Harav Y. Reuven Rubin Shlita

This is not an easy article to write, not simply because of its content but because I feel as if I am writing into an unknown void. Owing to the vagaries of publishing, I am typing these words on 29 March, a week before Shabbos Hagodol and yet I am tasked to write for the first week after Pesach.

At the moment we are living in perilous times, this virus is stalking the world, and one has no idea what the next moment will bring. Hopefully, this article will be deemed superfluous because the Moshiach will have arrived, if chas vesholom not, then at least hopefully the lock down will be over.

With this preamble, allow me to share my thoughts regarding the beginning of our yearly learning of Pirkei Avos, which starts this week. I want to focus on a lesson taught by the Rebbe Rav Bunim of Pshischa Ztl.

In Mishna 14 of the first chapter we read:

He (Hillel) used to say: If I am not for myself, who will be for me? And if I am for myself, what I am? And if not now, when?

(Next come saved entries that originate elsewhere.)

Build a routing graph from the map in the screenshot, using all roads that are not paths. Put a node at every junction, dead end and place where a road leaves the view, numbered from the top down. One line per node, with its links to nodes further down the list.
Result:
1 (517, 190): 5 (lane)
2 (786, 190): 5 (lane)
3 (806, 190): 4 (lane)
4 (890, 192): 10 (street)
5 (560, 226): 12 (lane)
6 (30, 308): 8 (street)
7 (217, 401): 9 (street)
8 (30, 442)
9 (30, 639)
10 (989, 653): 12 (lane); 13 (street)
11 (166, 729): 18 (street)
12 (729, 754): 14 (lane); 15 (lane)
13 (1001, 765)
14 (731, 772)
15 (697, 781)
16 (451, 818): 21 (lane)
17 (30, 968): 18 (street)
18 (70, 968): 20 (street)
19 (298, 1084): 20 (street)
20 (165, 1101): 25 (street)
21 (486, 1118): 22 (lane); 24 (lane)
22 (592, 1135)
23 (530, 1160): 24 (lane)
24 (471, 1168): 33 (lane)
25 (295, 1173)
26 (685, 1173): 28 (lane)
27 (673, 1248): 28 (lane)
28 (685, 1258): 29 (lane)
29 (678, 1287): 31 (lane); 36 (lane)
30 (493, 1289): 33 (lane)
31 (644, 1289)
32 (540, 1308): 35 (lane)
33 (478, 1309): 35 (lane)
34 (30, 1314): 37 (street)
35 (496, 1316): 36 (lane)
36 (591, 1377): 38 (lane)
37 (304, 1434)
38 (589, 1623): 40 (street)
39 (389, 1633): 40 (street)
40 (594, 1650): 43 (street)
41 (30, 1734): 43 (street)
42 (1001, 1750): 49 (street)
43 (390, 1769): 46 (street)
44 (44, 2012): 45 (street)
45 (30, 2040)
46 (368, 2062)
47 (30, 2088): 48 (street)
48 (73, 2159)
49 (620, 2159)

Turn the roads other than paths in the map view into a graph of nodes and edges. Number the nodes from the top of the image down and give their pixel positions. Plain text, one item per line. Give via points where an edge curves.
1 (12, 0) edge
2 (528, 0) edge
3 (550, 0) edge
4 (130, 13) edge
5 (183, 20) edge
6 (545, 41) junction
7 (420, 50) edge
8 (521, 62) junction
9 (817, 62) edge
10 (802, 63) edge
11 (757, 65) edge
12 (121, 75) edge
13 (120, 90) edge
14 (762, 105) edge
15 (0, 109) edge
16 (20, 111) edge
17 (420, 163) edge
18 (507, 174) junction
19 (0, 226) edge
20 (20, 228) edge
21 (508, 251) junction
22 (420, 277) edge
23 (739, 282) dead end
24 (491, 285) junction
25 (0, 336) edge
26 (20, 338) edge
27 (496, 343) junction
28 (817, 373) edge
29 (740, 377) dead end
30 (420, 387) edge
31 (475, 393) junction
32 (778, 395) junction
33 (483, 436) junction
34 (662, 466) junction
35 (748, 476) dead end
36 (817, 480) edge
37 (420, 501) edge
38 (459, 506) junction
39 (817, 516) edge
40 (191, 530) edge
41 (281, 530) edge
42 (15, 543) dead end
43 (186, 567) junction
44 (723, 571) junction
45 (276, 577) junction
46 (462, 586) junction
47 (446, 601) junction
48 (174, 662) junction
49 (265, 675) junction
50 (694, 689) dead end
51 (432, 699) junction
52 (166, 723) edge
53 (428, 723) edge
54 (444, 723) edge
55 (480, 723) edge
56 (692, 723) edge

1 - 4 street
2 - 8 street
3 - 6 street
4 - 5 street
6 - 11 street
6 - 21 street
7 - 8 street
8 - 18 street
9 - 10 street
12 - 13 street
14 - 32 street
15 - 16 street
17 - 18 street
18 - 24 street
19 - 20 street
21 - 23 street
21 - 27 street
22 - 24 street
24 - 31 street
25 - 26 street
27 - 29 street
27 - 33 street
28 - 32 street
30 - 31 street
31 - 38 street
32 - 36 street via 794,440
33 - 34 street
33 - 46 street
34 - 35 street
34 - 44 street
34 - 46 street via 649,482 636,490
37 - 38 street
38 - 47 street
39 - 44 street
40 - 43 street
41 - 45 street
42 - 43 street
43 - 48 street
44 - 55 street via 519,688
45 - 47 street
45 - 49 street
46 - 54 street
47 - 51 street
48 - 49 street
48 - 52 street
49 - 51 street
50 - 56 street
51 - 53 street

Says the Rebbe Rav Bunim, a Yied has to have two pockets. In one he should place the aspect of humbleness as the passage says: ‘I am but earth and dust.’ and in the other he should put, “for me the world was created!”

The Yetzer Horah seeks to attack us at all different levels, sometimes he whispers, “Wow you’re takeh a tzadik, that was some Shemona Esrei you just said!” It is then that you should take out that supply of humility, because otherwise you just may begin to believe the Old Joker and have airs and graces. However, there are times when that Villain comes with the opposite approach. “Who do you think you’re kidding? You’re davening ain’t worth the time spent on it.”  Then its time, says the Tzadik, to whip out that other aspect, after all, the whole world was in fact created so that each of us can fulfil our individual tikun. No one else can do that which we can, and this facilitates the ‘fixing’ of the world.

I will venture to say that when this article reaches you, we may well still be living in complicated times. Things will be difficult and we will have to muster all the kochos we can. Each of us must dig deep into ourselves. The world is created for us, and yes, our end will be earth and ashes. No matter, Boruch Hashem Yom Yom! Tzadikim tells us that we have only the moment we live in, the past is gone, and the future is not anything we can be certain of.

I once wrote a thought from the Izhbitzer Rebbe Ztl which spoke to his whole chasidous.

He mused, “The world is a very complicated place, we, each and every one of us, are extremely complicated, and most of all, Kaveyuchal the Eibishter is the most complicated of all. His wisdom, his love for Klall Yisroil, is far too complex for us mere mortals to fathom, and yet”, said the Rebbe, “we have total emunah and belief in Him, and this is the most complicated aspect of all”.

I venture a guess in saying that this Pesach has been an enormous learning curve, hopefully we have come out of it stronger and better. As humans, as family, as members of a community, in fact at every level. Hopefully we are better Menschen now, and we can move forward knowing that we all have that which the Rebbe Reb Bunim depicted, and have learnt to use them wisely.

The season for learning Avos has arrived, sweet Yidden, let’s delve into the rich tapestry of life’s greatest lessons and build ourselves further despite whatever the complicated world throws at us.